August 21, 2017

Atom: The Beginning: "Birth of the Mighty Atom"

It is 15 April 2017, and time for the first episode of Atom: The Beginning.

College students Hiroshi Ochanomizo and Ummataro Temma work together in the attempt to create a fully self-aware robot. Their latest attempt gets an unexpected road test when a fire breaks out at a street parade.

To me, and I suspect to more than a few others, Osamu Tezuka's Astroboy is one of the cornerstones of Japanese animation. It was hugely influential, internationally popular and has been periodically revisited over the decades with various remakes. Its historical significance puts an extraordinary amount of pressure on any new iteration of the story, since there is a weight of history and reputation with which original anime productions do not have to cope. Sadly, from this first episode at least, Atom: The Beginning buckles under the pressure.

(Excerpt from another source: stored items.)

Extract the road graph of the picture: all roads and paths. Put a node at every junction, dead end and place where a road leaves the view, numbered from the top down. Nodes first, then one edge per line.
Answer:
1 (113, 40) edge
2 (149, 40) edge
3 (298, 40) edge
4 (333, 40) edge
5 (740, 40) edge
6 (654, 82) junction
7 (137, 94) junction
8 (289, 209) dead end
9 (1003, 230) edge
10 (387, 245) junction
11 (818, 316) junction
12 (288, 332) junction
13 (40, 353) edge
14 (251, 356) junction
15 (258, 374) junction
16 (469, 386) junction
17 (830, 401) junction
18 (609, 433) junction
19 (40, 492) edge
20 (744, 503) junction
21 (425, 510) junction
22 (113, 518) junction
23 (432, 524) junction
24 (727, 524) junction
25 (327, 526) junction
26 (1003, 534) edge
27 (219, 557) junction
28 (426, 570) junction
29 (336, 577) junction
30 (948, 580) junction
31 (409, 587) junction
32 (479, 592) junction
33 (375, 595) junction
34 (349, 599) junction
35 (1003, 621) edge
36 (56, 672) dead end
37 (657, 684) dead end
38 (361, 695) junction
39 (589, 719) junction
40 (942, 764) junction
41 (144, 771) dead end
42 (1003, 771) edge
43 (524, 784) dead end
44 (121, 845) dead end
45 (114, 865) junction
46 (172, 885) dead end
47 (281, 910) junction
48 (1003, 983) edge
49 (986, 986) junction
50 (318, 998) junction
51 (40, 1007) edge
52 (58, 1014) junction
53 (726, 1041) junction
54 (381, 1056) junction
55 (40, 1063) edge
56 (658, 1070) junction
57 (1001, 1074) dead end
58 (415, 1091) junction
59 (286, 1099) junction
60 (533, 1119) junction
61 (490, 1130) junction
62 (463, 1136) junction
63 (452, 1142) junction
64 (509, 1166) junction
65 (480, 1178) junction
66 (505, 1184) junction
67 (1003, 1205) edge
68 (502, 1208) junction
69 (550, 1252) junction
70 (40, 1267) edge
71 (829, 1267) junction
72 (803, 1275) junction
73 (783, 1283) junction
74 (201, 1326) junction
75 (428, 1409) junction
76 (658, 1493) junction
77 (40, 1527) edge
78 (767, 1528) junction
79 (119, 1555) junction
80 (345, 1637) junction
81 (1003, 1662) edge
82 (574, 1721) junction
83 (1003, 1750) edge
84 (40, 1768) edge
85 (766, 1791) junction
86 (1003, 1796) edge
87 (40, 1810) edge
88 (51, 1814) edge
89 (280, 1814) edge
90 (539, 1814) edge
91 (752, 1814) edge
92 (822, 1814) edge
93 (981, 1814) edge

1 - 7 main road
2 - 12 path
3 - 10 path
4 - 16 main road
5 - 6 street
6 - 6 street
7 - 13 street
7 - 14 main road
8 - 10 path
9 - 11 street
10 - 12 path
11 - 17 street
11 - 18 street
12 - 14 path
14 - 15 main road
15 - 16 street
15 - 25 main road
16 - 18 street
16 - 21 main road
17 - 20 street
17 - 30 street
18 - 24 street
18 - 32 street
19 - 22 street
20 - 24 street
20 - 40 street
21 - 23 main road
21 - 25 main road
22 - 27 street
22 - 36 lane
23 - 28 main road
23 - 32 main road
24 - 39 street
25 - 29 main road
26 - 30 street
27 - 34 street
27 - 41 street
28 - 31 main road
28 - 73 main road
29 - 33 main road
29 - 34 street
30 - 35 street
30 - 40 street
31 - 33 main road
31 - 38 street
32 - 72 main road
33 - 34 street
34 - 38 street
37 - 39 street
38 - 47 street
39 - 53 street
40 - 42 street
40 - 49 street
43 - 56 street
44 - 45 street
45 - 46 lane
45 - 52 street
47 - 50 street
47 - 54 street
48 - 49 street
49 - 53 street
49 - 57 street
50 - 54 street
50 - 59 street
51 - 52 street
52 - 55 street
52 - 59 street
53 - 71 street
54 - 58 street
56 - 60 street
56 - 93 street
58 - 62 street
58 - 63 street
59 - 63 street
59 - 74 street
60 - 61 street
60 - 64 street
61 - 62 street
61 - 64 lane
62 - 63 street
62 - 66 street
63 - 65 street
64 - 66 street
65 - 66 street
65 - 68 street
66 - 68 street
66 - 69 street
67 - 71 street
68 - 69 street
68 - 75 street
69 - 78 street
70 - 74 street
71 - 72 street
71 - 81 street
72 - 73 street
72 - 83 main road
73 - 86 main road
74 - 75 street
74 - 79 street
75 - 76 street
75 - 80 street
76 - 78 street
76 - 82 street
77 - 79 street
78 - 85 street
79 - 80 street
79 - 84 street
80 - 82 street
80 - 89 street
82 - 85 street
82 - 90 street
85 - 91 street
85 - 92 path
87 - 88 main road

It's biggest flaw, and it's almost a total dealbreaker, is that the animation quality is extraordinary low. The character designs are inconsistent from shot to shot. Scenes are regularly disrupted by sudden angular shots that completely fail to catch the likenesses of the characters. The scale is sometimes inconsistent. Sometimes a series might escape with some substandard animation by virtue of a strong story or great voice acting, but in this case the art quality is so egregious that not even Miyazaki-quality character work would likely supplant it in the audience's mind. True, I only watch a tiny minority of the anime produced each year, but this episode was hand-on-heart the worst animation I have seen in several years.

That is really a terrible shame, because while I usually dislike prequels there is something really appealing about a university-set comedy about Ochanomizo (aka Dr Elefun) and Tenma living together and trying to build robots. In middle age one will become the head of the Ministry of Science and the other will create Atom (aka Astroboy), and seeing them as enthused young men should have a lot of appeal.

It's early days of course, but an anime that doesn't burst out of the gate is an anime that is going to struggle while its competitors streak ahead. On top of that, the pedigree of the material really demands the best series possible. Based on what was presented here, it does not look like we're likely to get that.